Are you expected to sit in the office?
The factory called office
If you have a factory it is pretty obvious that putting more hours and more labor and investing to new production line will increase the output of your factory. This of course translates to more sales given you are able to sell the goods. Since the beginning of the 20th century industrial and manufacturing era this principle has been applied. Unfortunately it has been applied to office work as well without questioning it. The common belief and largely adapted practice was and largely still is that longer you sit in the office more you achieve and produce. As a matter of fact you probably produce more but do you really achieve more?
Full time employment
As in the factory, also in the office, people are usually employed full time. As they are employed full time, they are expected to stay in the office full time too. There are incentives set up to steer people to do the right things, in the other words to deliver and achieve. However the incentives are often quite small compared to the fix pay. This does not necessarily motive enough. I am not saying that the incentive should be higher but I am rather proposing that the whole full time employment culture should be reconsidered. What do I mean? Lately I have been speaking with many people about their opinion about full time employment. Many of them have expressed that they are only moderately motivated in their job. Large part of then cannot really use their talent and natural tendencies to full extend. Some are only staying in the job because they do earn easy money. There are a lot of complaints about doing the wrong things which do not contribute to the mission of the company at all.
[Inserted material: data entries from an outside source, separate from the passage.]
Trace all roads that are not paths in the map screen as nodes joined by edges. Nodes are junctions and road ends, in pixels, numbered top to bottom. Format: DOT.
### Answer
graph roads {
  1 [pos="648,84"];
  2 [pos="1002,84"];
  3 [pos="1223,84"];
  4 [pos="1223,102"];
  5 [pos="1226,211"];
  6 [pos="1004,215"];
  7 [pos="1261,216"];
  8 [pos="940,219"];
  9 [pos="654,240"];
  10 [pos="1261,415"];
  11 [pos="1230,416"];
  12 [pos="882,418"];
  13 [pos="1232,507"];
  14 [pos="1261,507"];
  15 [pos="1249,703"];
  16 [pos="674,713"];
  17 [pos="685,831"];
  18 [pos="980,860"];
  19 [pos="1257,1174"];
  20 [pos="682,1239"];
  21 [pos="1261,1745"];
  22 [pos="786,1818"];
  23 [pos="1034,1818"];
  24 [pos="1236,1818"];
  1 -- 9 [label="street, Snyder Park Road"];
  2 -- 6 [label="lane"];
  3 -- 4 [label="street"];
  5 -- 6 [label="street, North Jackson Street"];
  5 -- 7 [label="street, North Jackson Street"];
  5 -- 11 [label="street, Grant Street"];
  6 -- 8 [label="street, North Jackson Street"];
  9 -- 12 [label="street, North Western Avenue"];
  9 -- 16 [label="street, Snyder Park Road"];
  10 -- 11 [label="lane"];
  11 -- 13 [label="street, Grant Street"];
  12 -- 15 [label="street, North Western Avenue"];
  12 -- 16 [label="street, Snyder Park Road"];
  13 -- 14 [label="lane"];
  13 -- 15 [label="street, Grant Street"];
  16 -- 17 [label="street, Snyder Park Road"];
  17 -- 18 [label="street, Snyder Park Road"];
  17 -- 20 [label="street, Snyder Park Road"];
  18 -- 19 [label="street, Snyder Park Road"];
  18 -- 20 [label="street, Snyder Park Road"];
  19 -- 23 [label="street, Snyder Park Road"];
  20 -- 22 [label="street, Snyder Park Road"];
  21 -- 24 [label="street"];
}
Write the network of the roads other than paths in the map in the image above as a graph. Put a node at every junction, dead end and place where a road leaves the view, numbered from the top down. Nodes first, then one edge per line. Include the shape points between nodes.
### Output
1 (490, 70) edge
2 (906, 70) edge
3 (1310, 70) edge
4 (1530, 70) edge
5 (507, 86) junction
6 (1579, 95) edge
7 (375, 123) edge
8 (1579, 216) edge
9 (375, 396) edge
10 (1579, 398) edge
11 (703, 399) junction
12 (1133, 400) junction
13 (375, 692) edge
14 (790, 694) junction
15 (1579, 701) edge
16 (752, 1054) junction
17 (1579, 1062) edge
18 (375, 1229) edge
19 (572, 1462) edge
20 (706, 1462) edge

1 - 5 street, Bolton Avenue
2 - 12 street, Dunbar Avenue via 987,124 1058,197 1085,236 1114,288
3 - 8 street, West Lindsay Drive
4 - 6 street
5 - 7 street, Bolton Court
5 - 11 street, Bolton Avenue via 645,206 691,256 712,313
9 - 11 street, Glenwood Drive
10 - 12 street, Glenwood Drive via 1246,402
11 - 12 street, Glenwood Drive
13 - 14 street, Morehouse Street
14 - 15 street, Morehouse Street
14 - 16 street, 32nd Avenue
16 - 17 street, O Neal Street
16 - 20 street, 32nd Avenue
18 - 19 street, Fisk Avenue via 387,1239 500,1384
I was curious about finding out their opinion about the “factory called office” and I asked the following question from all of them: “Would you be happy to trade 50% of your salary against 50% more free time?” In the other words instead of working full time working only 2-3 days a week. The majority of the questioned answered positively. Even more surprisingly most of them very sure that they could achieve the same results with 50% of the time if the non-productive practices were removed. Excuse me, but isn’t this a vast waste of time and talent?
The alternatives
There are surely plenty of alternatives to full time employment. Here are two of the possibilities:
1. Part time employment
You could employ a person for instance for 50% of his or her time. This person could use the rest of the time to work for some other employer, within given limitations of competition etc of course. This would give you and the other company great deal of diversity and new ideas. Alternatively the person could dedicate the 50% of the time to his or her family, hobbies or self development. You may be asking: ok, but 50% time won’t be enough to do the job! Believe it, in most cases will. Of course you have to reconsider your processes an focus on the things that contribute to your business goals. Furthermore if the 50% of the time is not enough, you can always employ another person 50% of his or her time to do the rest. I am absolutely positive there would be plenty of people willing to work in this mode.
2. Project based employment
The further step would be to focus on the targets only. Why not setting up clear projects and employing part time or project based employees and experts to deliver the results on-demand basis. Define clear targets and deliverables, agree what it costs to deliver and when it should be ready. Yes, you surely have tried it in small scale like employing a few consultants every now and then, but I mean using this as a main mode of operation. The challenge is, of course, that you must know what you are doing, where you are going and what the priorities of your company are. If these facts are not clear it is going to be difficult to define the targets and deliverables.
Conclusion
My hypothesis is that our world is going towards more and more consumer to consumer commerce and toward the use of expertise on-demand basis. This applies especially to “white collar” office work. Part of my hypothesis is also that the full time employment will be less and less attractive from the company point of view and will therefore be decreasing. The ever increasing pressure for cutting costs will boost this development sooner than we think. Instead of keeping the factory called “office” artificially alive, would you like to be the forerunner on the new era of employment? What kind of innovative alternative model you have? Why not giving it a try?